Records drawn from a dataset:
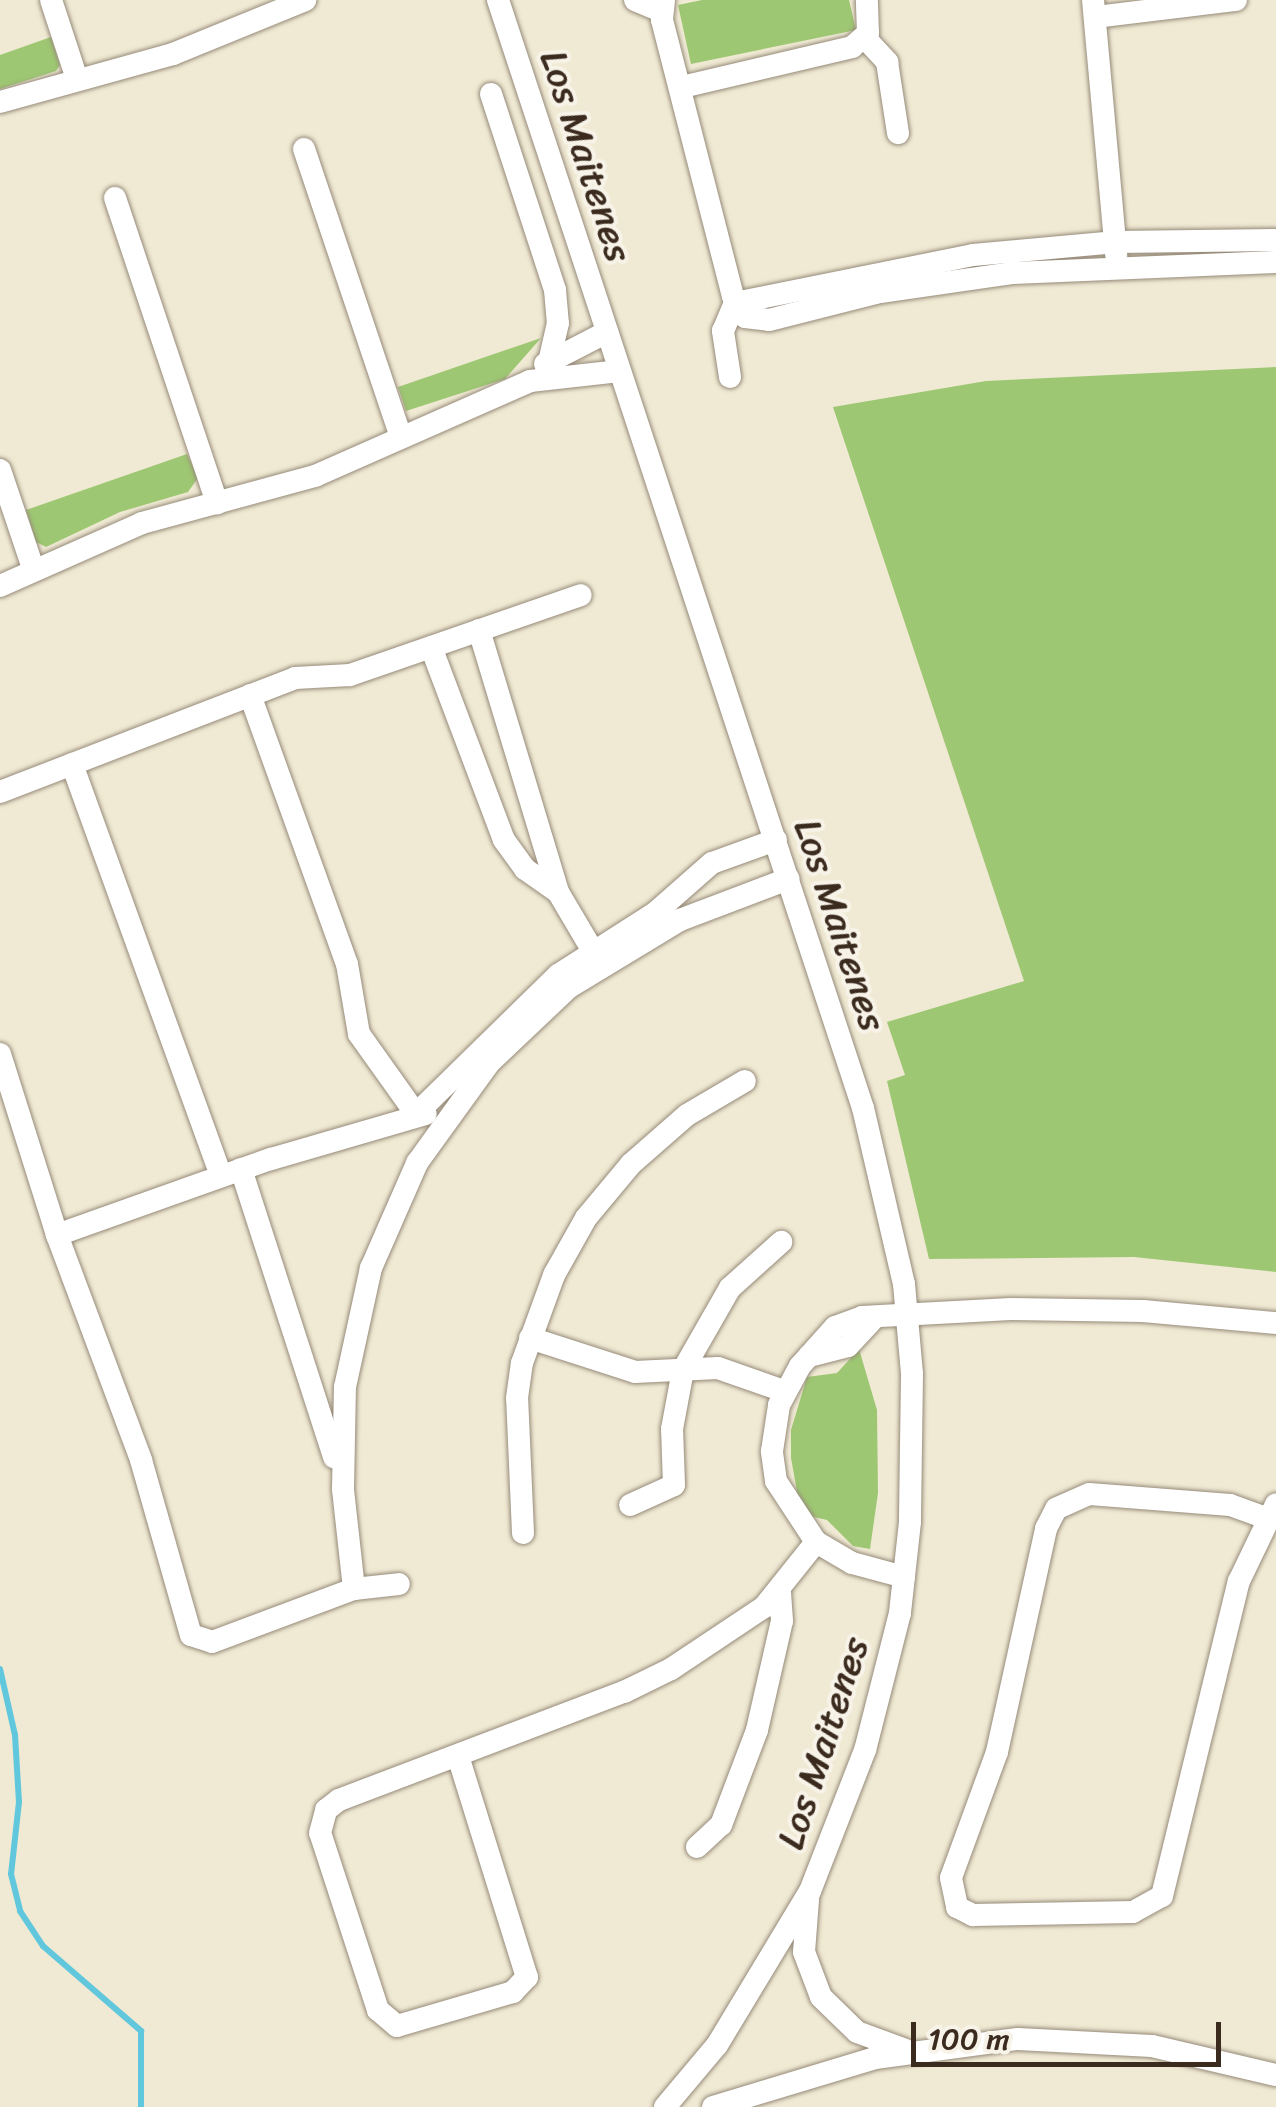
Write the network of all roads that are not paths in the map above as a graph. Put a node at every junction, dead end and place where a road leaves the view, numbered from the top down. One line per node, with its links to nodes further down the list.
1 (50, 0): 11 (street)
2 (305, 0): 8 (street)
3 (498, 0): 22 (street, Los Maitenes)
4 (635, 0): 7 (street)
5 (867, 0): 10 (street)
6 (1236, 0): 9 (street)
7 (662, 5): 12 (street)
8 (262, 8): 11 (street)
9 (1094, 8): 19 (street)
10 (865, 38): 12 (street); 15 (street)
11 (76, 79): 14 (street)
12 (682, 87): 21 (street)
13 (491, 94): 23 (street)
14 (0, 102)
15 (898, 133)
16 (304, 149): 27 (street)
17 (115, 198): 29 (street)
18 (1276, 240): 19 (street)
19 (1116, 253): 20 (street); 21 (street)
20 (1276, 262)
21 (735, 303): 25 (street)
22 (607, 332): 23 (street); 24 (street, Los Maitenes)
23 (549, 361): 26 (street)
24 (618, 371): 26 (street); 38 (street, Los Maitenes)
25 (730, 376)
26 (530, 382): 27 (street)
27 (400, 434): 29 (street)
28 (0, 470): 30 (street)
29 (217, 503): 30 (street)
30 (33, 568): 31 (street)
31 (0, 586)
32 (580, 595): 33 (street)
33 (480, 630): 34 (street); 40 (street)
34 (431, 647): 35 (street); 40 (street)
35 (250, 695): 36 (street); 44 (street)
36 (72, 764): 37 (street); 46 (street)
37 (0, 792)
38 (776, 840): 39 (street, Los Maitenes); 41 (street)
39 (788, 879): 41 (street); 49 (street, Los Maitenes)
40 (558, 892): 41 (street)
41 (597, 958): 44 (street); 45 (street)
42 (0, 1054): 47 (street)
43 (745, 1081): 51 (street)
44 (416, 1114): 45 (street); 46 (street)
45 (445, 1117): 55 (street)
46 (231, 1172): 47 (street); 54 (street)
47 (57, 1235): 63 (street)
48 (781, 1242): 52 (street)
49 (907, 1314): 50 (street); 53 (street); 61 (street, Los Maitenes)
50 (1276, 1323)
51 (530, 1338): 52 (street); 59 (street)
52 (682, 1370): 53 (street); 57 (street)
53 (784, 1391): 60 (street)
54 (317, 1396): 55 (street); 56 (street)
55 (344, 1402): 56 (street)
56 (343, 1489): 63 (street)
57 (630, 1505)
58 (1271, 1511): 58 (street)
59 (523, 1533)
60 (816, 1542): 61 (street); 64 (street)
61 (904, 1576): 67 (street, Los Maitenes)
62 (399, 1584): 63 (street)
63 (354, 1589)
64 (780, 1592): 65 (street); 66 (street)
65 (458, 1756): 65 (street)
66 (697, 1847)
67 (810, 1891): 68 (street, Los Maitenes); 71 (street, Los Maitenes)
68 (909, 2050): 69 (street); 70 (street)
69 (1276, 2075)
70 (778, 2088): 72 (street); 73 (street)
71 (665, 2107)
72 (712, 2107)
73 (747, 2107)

▸ TASK OBJECTIVE
Pictures stay out; the data above is to be returned exactly.

▸ ANSWER TO THIS PROBLEM
Write the network of all roads that are not paths in the map above as a graph. Put a node at every junction, dead end and place where a road leaves the view, numbered from the top down. One line per node, with its links to nodes further down the list.
1 (50, 0): 11 (street)
2 (305, 0): 8 (street)
3 (498, 0): 22 (street, Los Maitenes)
4 (635, 0): 7 (street)
5 (867, 0): 10 (street)
6 (1236, 0): 9 (street)
7 (662, 5): 12 (street)
8 (262, 8): 11 (street)
9 (1094, 8): 19 (street)
10 (865, 38): 12 (street); 15 (street)
11 (76, 79): 14 (street)
12 (682, 87): 21 (street)
13 (491, 94): 23 (street)
14 (0, 102)
15 (898, 133)
16 (304, 149): 27 (street)
17 (115, 198): 29 (street)
18 (1276, 240): 19 (street)
19 (1116, 253): 20 (street); 21 (street)
20 (1276, 262)
21 (735, 303): 25 (street)
22 (607, 332): 23 (street); 24 (street, Los Maitenes)
23 (549, 361): 26 (street)
24 (618, 371): 26 (street); 38 (street, Los Maitenes)
25 (730, 376)
26 (530, 382): 27 (street)
27 (400, 434): 29 (street)
28 (0, 470): 30 (street)
29 (217, 503): 30 (street)
30 (33, 568): 31 (street)
31 (0, 586)
32 (580, 595): 33 (street)
33 (480, 630): 34 (street); 40 (street)
34 (431, 647): 35 (street); 40 (street)
35 (250, 695): 36 (street); 44 (street)
36 (72, 764): 37 (street); 46 (street)
37 (0, 792)
38 (776, 840): 39 (street, Los Maitenes); 41 (street)
39 (788, 879): 41 (street); 49 (street, Los Maitenes)
40 (558, 892): 41 (street)
41 (597, 958): 44 (street); 45 (street)
42 (0, 1054): 47 (street)
43 (745, 1081): 51 (street)
44 (416, 1114): 45 (street); 46 (street)
45 (445, 1117): 55 (street)
46 (231, 1172): 47 (street); 54 (street)
47 (57, 1235): 63 (street)
48 (781, 1242): 52 (street)
49 (907, 1314): 50 (street); 53 (street); 61 (street, Los Maitenes)
50 (1276, 1323)
51 (530, 1338): 52 (street); 59 (street)
52 (682, 1370): 53 (street); 57 (street)
53 (784, 1391): 60 (street)
54 (317, 1396): 55 (street); 56 (street)
55 (344, 1402): 56 (street)
56 (343, 1489): 63 (street)
57 (630, 1505)
58 (1271, 1511): 58 (street)
59 (523, 1533)
60 (816, 1542): 61 (street); 64 (street)
61 (904, 1576): 67 (street, Los Maitenes)
62 (399, 1584): 63 (street)
63 (354, 1589)
64 (780, 1592): 65 (street); 66 (street)
65 (458, 1756): 65 (street)
66 (697, 1847)
67 (810, 1891): 68 (street, Los Maitenes); 71 (street, Los Maitenes)
68 (909, 2050): 69 (street); 70 (street)
69 (1276, 2075)
70 (778, 2088): 72 (street); 73 (street)
71 (665, 2107)
72 (712, 2107)
73 (747, 2107)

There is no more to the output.